The news the other day that Scotland’s devolved government is to abolish fees for children learning a musical instrument at school should be welcomed, writes the Editor.
We expect that this will cover piping and drumming tuition. As ever, the devil is in the detail. The £7m promised is for the school terms within the academic year 2021 -2022.
Thereafter the government has pledged to work with local authority leaders to develop ‘a more sustainable means of funding’.
If the cuts to local authority grants continue as outlined in the graph below I cannot see how these negotiations can be successful.
It was, after all, as a result of these cuts that many of the local authorities (they run the state schools in Scotland) cancelled music lessons or started charging for them.
One year of lessons for any child is simply not good enough. We all know how long it takes to train a young piper or drummer. There is no sense in starting lessons this September and leaving a kid in the lurch come next June.

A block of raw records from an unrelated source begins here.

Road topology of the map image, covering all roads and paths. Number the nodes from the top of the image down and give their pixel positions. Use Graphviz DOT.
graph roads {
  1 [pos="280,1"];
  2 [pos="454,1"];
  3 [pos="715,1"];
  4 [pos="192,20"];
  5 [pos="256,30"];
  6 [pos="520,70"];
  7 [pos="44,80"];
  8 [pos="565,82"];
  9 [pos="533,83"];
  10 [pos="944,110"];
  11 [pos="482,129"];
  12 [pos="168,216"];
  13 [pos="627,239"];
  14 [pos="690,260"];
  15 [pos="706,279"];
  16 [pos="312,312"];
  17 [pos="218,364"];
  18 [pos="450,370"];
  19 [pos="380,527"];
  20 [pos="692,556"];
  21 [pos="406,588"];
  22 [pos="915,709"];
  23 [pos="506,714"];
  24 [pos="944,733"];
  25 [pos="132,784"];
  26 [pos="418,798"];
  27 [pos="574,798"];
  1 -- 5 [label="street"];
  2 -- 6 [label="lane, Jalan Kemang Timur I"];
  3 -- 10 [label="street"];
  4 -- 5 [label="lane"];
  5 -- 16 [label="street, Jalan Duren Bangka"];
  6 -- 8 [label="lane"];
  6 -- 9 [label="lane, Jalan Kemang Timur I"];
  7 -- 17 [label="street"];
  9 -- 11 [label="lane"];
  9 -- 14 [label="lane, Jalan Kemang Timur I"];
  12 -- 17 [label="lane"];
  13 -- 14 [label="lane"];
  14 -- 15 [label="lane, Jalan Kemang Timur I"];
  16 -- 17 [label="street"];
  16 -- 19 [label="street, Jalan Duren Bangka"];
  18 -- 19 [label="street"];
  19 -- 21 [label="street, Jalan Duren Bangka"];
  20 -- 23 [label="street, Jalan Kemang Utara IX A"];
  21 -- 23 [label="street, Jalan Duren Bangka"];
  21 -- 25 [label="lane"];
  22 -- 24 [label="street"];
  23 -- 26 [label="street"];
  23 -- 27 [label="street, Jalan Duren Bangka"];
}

Think of the dilemma in some less well off families. A couple of children have started school lessons on chanter and drum pad.
The talks on a ‘sustainable system of music tutition’ between the government and council have got nowhere. What do the parents do? Find a band probably. If they are lucky there will be one locally. If not?
We cannot keep relying on the Scottish Schools Pipes and Drums Trust to take up what they can of the slack. They do important work as it is, but there is a limit to their largesse.
However, let us not be too negative about this latest government initiative. The £7m is a good beginning.
Henceforth politicians and the teaching establishment must ensure that music education is inextricably woven into the fabric of our school system as it is in other countries.
It must not be seen as some adjunct, some bolt on, an afterthought. It must be treated as a core subject and the national instrument given pride of place in the music curriculum.